◆ EXERCISE PROMPT:
Go through the entries, filter for the word "Your", and copy every line that has it.

===== MATERIAL SHOWN

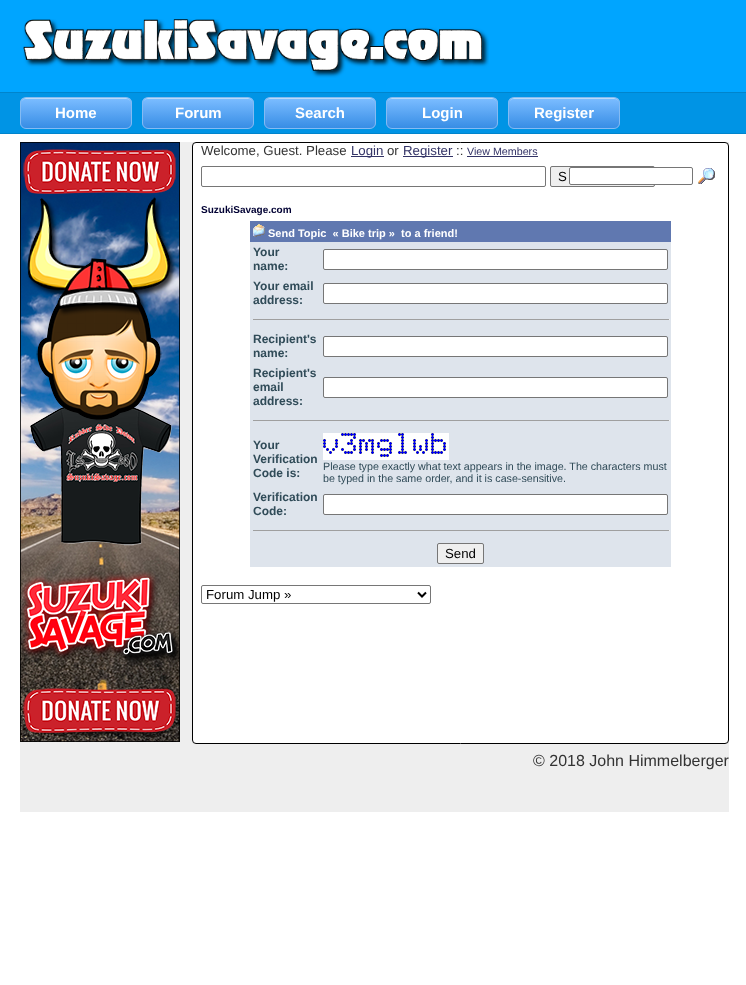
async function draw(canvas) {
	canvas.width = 746;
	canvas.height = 985;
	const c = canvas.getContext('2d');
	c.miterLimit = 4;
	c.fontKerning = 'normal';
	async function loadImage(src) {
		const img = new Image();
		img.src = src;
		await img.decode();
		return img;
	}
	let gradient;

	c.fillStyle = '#fff';
	c.fillRect(0, 0, 746, 985);
	c.fillStyle = '#00a5ff';
	c.fillRect(0, 0, 746, 92);
	c.drawImage(await loadImage('img1.png'), 23, 19, 466, 59);
	for (const [x, y, w, h, color] of [
		[0, 93, 746, 40, '#0094e5'],
		[0, 92, 746, 1, '#0084cc'],
		[0, 133, 746, 1, '#0084cc'],
	]) {
		c.fillStyle = color;
		c.fillRect(x, y, w, h);
	}
	c.save();
	c.beginPath();
	c.roundRect(20, 97, 112, 32, 6);
	c.clip();
	gradient = c.createLinearGradient(21, 98, 21, 128);
	gradient.addColorStop(0.05, '#79bbff');
	gradient.addColorStop(1, '#378de5');
	c.fillStyle = gradient;
	c.fillRect(20, 98, 112, 30);
	c.restore();
	c.fillStyle = '#bbdaf7';
	c.beginPath();
	c.moveTo(26, 99);
	c.lineTo(126, 99);
	c.bezierCurveTo(129, 99, 131, 101, 131, 104);
	c.bezierCurveTo(131, 94, 114, 98, 109, 98);
	c.lineTo(43, 98);
	c.bezierCurveTo(38, 98, 21, 94, 21, 104);
	c.bezierCurveTo(21, 101, 23, 99, 26, 99);
	c.closePath();
	c.fill();
	c.beginPath();
	c.roundRect(20.5, 97.5, 111, 31, 5.5);
	c.strokeStyle = '#84bbf3';
	c.stroke();
	c.font = 'bold 15px Liberation Sans';
	c.fillStyle = '#fff';
	c.fillText('Home', 55, 118);
	c.save();
	c.beginPath();
	c.roundRect(142, 97, 112, 32, 6);
	c.clip();
	gradient = c.createLinearGradient(143, 98, 143, 128);
	gradient.addColorStop(0.05, '#79bbff');
	gradient.addColorStop(1, '#378de5');
	c.fillStyle = gradient;
	c.fillRect(142, 98, 112, 30);
	c.restore();
	c.fillStyle = '#bbdaf7';
	c.beginPath();
	c.moveTo(148, 99);
	c.lineTo(248, 99);
	c.bezierCurveTo(251, 99, 253, 101, 253, 104);
	c.bezierCurveTo(253, 94, 236, 98, 231, 98);
	c.lineTo(165, 98);
	c.bezierCurveTo(160, 98, 143, 94, 143, 104);
	c.bezierCurveTo(143, 101, 145, 99, 148, 99);
	c.closePath();
	c.fill();
	c.beginPath();
	c.roundRect(142.5, 97.5, 111, 31, 5.5);
	c.stroke();
	c.fillStyle = '#fff';
	c.fillText('Forum', 175, 118);
	c.save();
	c.beginPath();
	c.roundRect(264, 97, 112, 32, 6);
	c.clip();
	gradient = c.createLinearGradient(265, 98, 265, 128);
	gradient.addColorStop(0.05, '#79bbff');
	gradient.addColorStop(1, '#378de5');
	c.fillStyle = gradient;
	c.fillRect(264, 98, 112, 30);
	c.restore();
	c.fillStyle = '#bbdaf7';
	c.beginPath();
	c.moveTo(270, 99);
	c.lineTo(370, 99);
	c.bezierCurveTo(373, 99, 375, 101, 375, 104);
	c.bezierCurveTo(375, 94, 358, 98, 353, 98);
	c.lineTo(287, 98);
	c.bezierCurveTo(282, 98, 265, 94, 265, 104);
	c.bezierCurveTo(265, 101, 267, 99, 270, 99);
	c.closePath();
	c.fill();
	c.beginPath();
	c.roundRect(264.5, 97.5, 111, 31, 5.5);
	c.stroke();
	c.fillStyle = '#fff';
	c.fillText('Search', 295, 118);
	c.save();
	c.beginPath();
	c.roundRect(386, 97, 112, 32, 6);
	c.clip();
	gradient = c.createLinearGradient(387, 98, 387, 128);
	gradient.addColorStop(0.05, '#79bbff');
	gradient.addColorStop(1, '#378de5');
	c.fillStyle = gradient;
	c.fillRect(386, 98, 112, 30);
	c.restore();
	c.fillStyle = '#bbdaf7';
	c.beginPath();
	c.moveTo(392, 99);
	c.lineTo(492, 99);
	c.bezierCurveTo(495, 99, 497, 101, 497, 104);
	c.bezierCurveTo(497, 94, 480, 98, 475, 98);
	c.lineTo(409, 98);
	c.bezierCurveTo(404, 98, 387, 94, 387, 104);
	c.bezierCurveTo(387, 101, 389, 99, 392, 99);
	c.closePath();
	c.fill();
	c.beginPath();
	c.roundRect(386.5, 97.5, 111, 31, 5.5);
	c.stroke();
	c.fillStyle = '#fff';
	c.fillText('Login', 422, 118);
	c.save();
	c.beginPath();
	c.roundRect(508, 97, 112, 32, 6);
	c.clip();
	gradient = c.createLinearGradient(509, 98, 509, 128);
	gradient.addColorStop(0.05, '#79bbff');
	gradient.addColorStop(1, '#378de5');
	c.fillStyle = gradient;
	c.fillRect(508, 98, 112, 30);
	c.restore();
	c.fillStyle = '#bbdaf7';
	c.beginPath();
	c.moveTo(514, 99);
	c.lineTo(614, 99);
	c.bezierCurveTo(617, 99, 619, 101, 619, 104);
	c.bezierCurveTo(619, 94, 602, 98, 597, 98);
	c.lineTo(531, 98);
	c.bezierCurveTo(526, 98, 509, 94, 509, 104);
	c.bezierCurveTo(509, 101, 511, 99, 514, 99);
	c.closePath();
	c.fill();
	c.beginPath();
	c.roundRect(508.5, 97.5, 111, 31, 5.5);
	c.stroke();
	c.fillStyle = '#fff';
	c.fillText('Register', 534, 118);
	c.fillStyle = '#eee';
	c.fillRect(20, 142, 709, 670);
	c.drawImage(await loadImage('img2.png'), 20, 142, 160, 600);
	c.fillStyle = '#fff';
	c.beginPath();
	c.roundRect(192.5, 142.5, 536, 601, 3.5);
	c.fill();
	c.strokeStyle = '#000';
	c.stroke();
	c.font = '13.25px Liberation Sans';
	c.fillStyle = '#333';
	c.fillText('Welcome, Guest. Please', 201, 155);
	c.fillStyle = '#336';
	c.fillRect(351, 156, 33, 1);
	c.fillText('Login', 351, 155);
	c.fillStyle = '#333';
	c.fillText('or', 387, 155);
	c.fillStyle = '#336';
	c.fillRect(403, 156, 50, 1);
	c.fillText('Register', 403, 155);
	c.fillStyle = '#333';
	c.fillText('::', 456, 155);
	c.font = '10.7px Liberation Sans';
	c.fillStyle = '#336';
	c.fillText('View Members', 467, 155);
	c.fillRect(467, 156, 71, 1);
	c.beginPath();
	c.roundRect(201.5, 166.5, 344, 20, 1.5);
	c.strokeStyle = '#767676';
	c.stroke();
	c.fillStyle = '#efefef';
	c.beginPath();
	c.roundRect(550.5, 166.5, 104, 20, 1.5);
	c.fill();
	c.stroke();
	c.font = '13.25px Liberation Sans';
	c.fillStyle = '#000';
	c.fillText('S', 558, 181);
	c.fillStyle = '#fff';
	c.beginPath();
	c.roundRect(569.5, 167.5, 123, 17, 1.5);
	c.fill();
	c.stroke();
	c.drawImage(await loadImage('img3.png'), 698, 168, 17, 16);
	c.font = 'bold 10px Liberation Sans';
	c.fillStyle = '#003';
	c.fillText('SuzukiSavage.com', 201, 213);
	c.fillStyle = '#6078b0';
	c.fillRect(250, 221, 421, 21);
	c.drawImage(await loadImage('img4.png'), 253, 224, 12, 13);
	c.font = 'bold 11px Liberation Sans';
	c.fillStyle = '#fff';
	c.fillText('Send Topic  « Bike trip »  to a friend!', 268, 237);
	c.fillStyle = '#dee4ec';
	c.fillRect(250, 242, 421, 34);
	c.font = 'bold 12px Liberation Sans';
	c.fillStyle = '#304b58';
	c.fillText('Your', 253, 256);
	c.fillText('name:', 253, 270);
	c.fillStyle = '#fff';
	c.beginPath();
	c.roundRect(323.5, 249.5, 344, 20, 1.5);
	c.fill();
	c.stroke();
	c.fillStyle = '#dee4ec';
	c.fillRect(250, 276, 421, 53);
	c.fillStyle = '#304b58';
	c.fillText('Your email', 253, 290);
	c.fillText('address:', 253, 304);
	c.fillStyle = '#fff';
	c.beginPath();
	c.roundRect(323.5, 283.5, 344, 20, 1.5);
	c.fill();
	c.stroke();
	for (const [x, y, w, h, color] of [
		[253, 319, 417, 1, '#9f9f9f'],
		[669, 319, 1, 1, '#eee'],
		[250, 329, 421, 34, '#dee4ec'],
	]) {
		c.fillStyle = color;
		c.fillRect(x, y, w, h);
	}
	c.fillStyle = '#304b58';
	c.fillText('Recipient\'s', 253, 343);
	c.fillText('name:', 253, 357);
	c.fillStyle = '#fff';
	c.beginPath();
	c.roundRect(323.5, 336.5, 344, 20, 1.5);
	c.fill();
	c.stroke();
	c.fillStyle = '#dee4ec';
	c.fillRect(250, 363, 421, 67);
	c.fillStyle = '#304b58';
	for (const [text, x, y] of [
		['Recipient\'s', 253, 377],
		['email', 253, 391],
		['address:', 253, 405],
	]) {
		c.fillText(text, x, y);
	}
	c.fillStyle = '#fff';
	c.beginPath();
	c.roundRect(323.5, 377.5, 344, 20, 1.5);
	c.fill();
	c.stroke();
	for (const [x, y, w, h, color] of [
		[253, 420, 417, 1, '#9f9f9f'],
		[669, 420, 1, 1, '#eee'],
		[250, 430, 421, 57, '#dee4ec'],
	]) {
		c.fillStyle = color;
		c.fillRect(x, y, w, h);
	}
	c.fillStyle = '#304b58';
	for (const [text, x, y] of [
		['Your', 253, 449],
		['Verification', 253, 463],
		['Code is:', 253, 477],
	]) {
		c.fillText(text, x, y);
	}
	c.drawImage(await loadImage('img5.png'), 323, 433, 126, 27);
	c.font = '10.7px Liberation Sans';
	c.fillText('Please type exactly what text appears in the image. The characters must', 323, 470);
	c.fillText('be typed in the same order, and it is case-sensitive.', 323, 482);
	c.fillStyle = '#dee4ec';
	c.fillRect(250, 487, 421, 80);
	c.font = 'bold 12px Liberation Sans';
	c.fillStyle = '#304b58';
	c.fillText('Verification', 253, 501);
	c.fillText('Code:', 253, 515);
	c.fillStyle = '#fff';
	c.beginPath();
	c.roundRect(323.5, 494.5, 344, 20, 1.5);
	c.fill();
	c.stroke();
	c.fillStyle = '#9f9f9f';
	c.fillRect(253, 530, 417, 1);
	c.fillStyle = '#eee';
	c.fillRect(669, 530, 1, 1);
	c.fillStyle = '#efefef';
	c.beginPath();
	c.roundRect(437.5, 543.5, 46, 20, 1.5);
	c.fill();
	c.stroke();
	c.font = '13.25px Liberation Sans';
	c.fillStyle = '#000';
	c.fillText('Send', 445, 558);
	c.beginPath();
	c.roundRect(201.5, 585.5, 229, 18, 1.5);
	c.stroke();
	c.beginPath();
	c.moveTo(418, 592.5);
	c.lineTo(422, 596.5);
	c.lineTo(426, 592.5);
	c.strokeStyle = '#000';
	c.lineWidth = 2;
	c.stroke();
	c.fillText('Forum Jump »', 206, 599);
	c.font = '16px Liberation Sans';
	c.fillStyle = '#333';
	c.fillText('© 2018 John Himmelberger', 533, 766);
}

draw(document.querySelector('canvas'));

==========

◆ RESPONSE TO THE TASK:
	c.fillText('Your', 253, 256);
	c.fillText('Your email', 253, 290);
		['Your', 253, 449],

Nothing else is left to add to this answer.